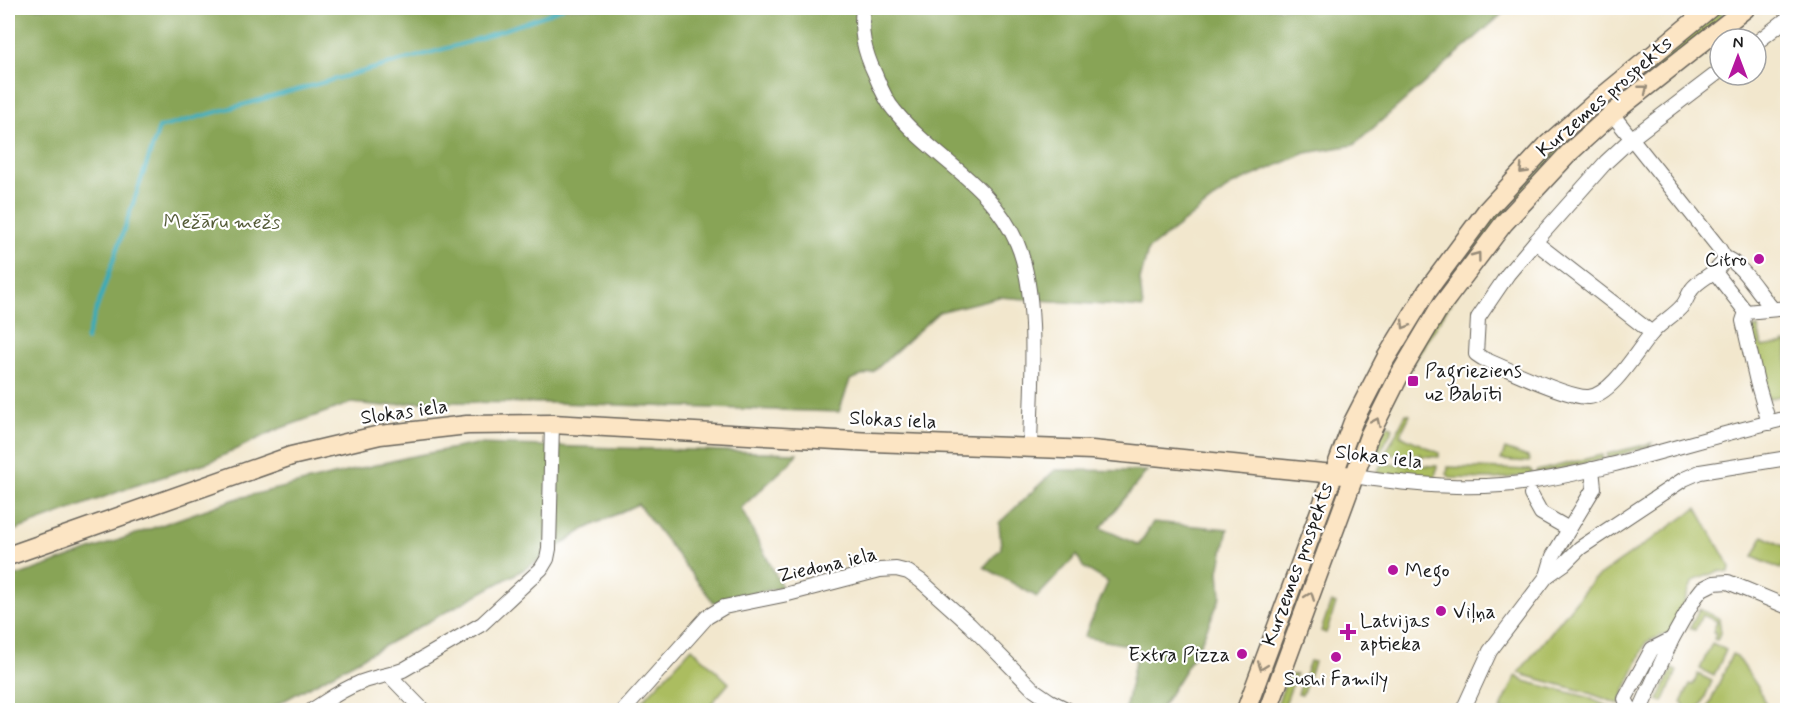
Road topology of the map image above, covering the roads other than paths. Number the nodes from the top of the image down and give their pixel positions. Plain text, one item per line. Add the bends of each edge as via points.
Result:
1 (863, 8) edge
2 (1710, 8) edge
3 (1746, 8) edge
4 (1788, 18) edge
5 (1768, 34) edge
6 (1708, 80) edge
7 (1612, 114) junction
8 (1632, 138) junction
9 (1535, 242) junction
10 (1725, 258) junction
11 (1714, 271) junction
12 (1788, 308) edge
13 (1773, 309) junction
14 (1746, 312) junction
15 (1652, 333) junction
16 (1788, 418) edge
17 (1769, 423) junction
18 (552, 424) junction
19 (1030, 447) junction
20 (1788, 458) edge
21 (1592, 469) junction
22 (1333, 473) junction
23 (1354, 476) junction
24 (1531, 495) dead end
25 (1569, 529) junction
26 (8, 556) edge
27 (1547, 576) junction
28 (1788, 608) edge
29 (1672, 639) junction
30 (390, 676) junction
31 (312, 711) edge
32 (423, 711) edge
33 (624, 711) edge
34 (1068, 711) edge
35 (1246, 711) edge
36 (1268, 711) edge
37 (1463, 711) edge
38 (1631, 711) edge
39 (1640, 711) edge

1 - 19 street via 861,28 867,58 893,109 995,205 1017,243 1031,318
2 -> 22 main road, Kurzemes prospekts via 1570,124 1487,210 1427,291 1386,358 1353,422
7 -> 3 main road, Kurzemes prospekts
4 - 5 street
6 - 8 street
7 - 8 street
23 -> 7 main road, Kurzemes prospekts via 1400,374 1460,279 1524,199
8 - 9 street
8 - 10 street
9 - 15 street
9 - 15 street via 1478,318 1476,354 1584,397 1603,392
10 - 11 street
10 - 13 street via 1735,262
11 - 14 street
11 - 15 street
12 - 13 street
13 - 14 street
14 - 17 street via 1744,330
16 - 17 street, Slokas iela
17 - 21 street, Slokas iela
18 - 19 main road, Slokas iela
18 - 26 main road, Slokas iela via 467,425 339,444 291,456
18 - 30 street via 547,560 482,624
19 - 22 main road, Slokas iela
20 - 27 street via 1684,478
21 - 23 street, Slokas iela via 1488,486
21 - 25 street via 1594,488
22 - 23 main road, Slokas iela
22 -> 35 main road, Kurzemes prospekts
36 -> 23 main road, Kurzemes prospekts
24 - 25 street via 1540,513
25 - 27 street via 1550,561
27 - 37 street via 1490,651
28 - 29 street via 1721,581 1698,594
29 - 38 street via 1652,649 1625,699
29 - 39 street
30 - 31 street via 357,684
30 - 32 street
33 - 34 street, Ziedoņa iela via 716,611 896,569 921,581 1034,690

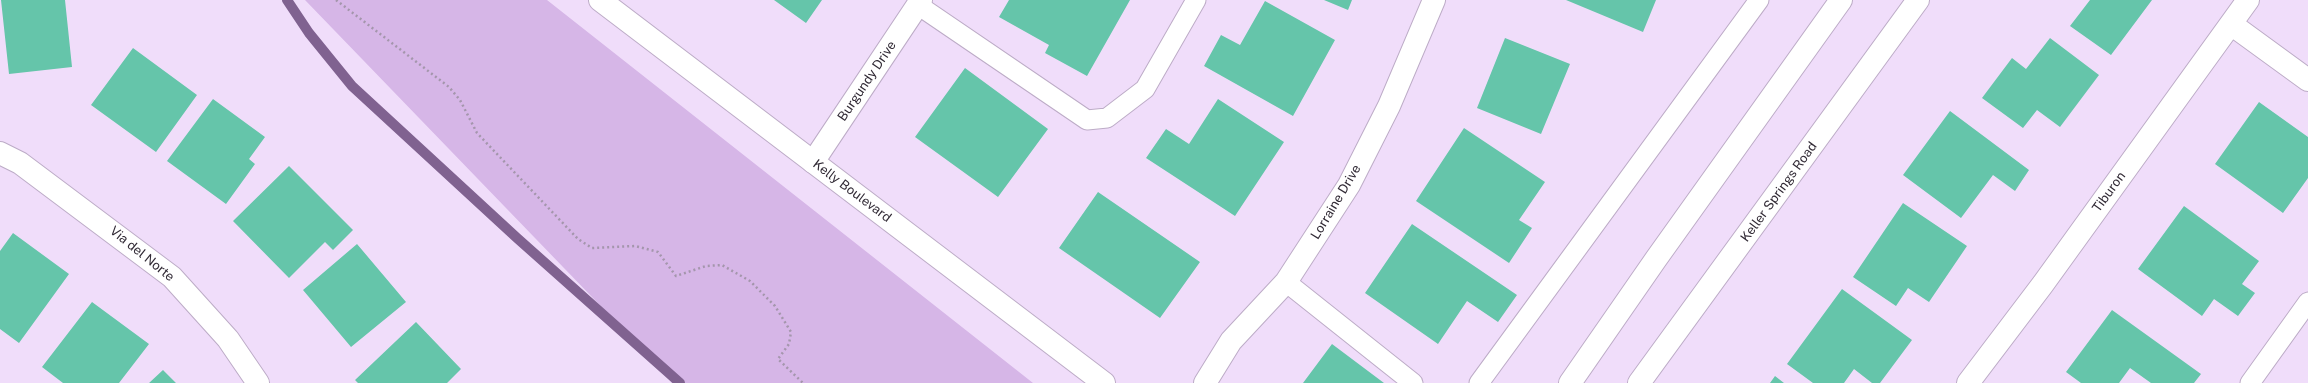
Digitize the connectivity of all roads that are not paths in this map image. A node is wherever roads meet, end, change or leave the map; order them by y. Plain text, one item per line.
########
* _TASK BRIEF_: Scan the data above for the string "roads". Copy every line in which it appears.

* _OUTPUT FOR THIS TASK_:
Road topology of the map image above, covering the roads other than paths. Number the nodes from the top of the image down and give their pixel positions. Plain text, one item per line. Add the bends of each edge as via points.
Digitize the connectivity of all roads that are not paths in this map image. A node is wherever roads meet, end, change or leave the map; order them by y. Plain text, one item per line.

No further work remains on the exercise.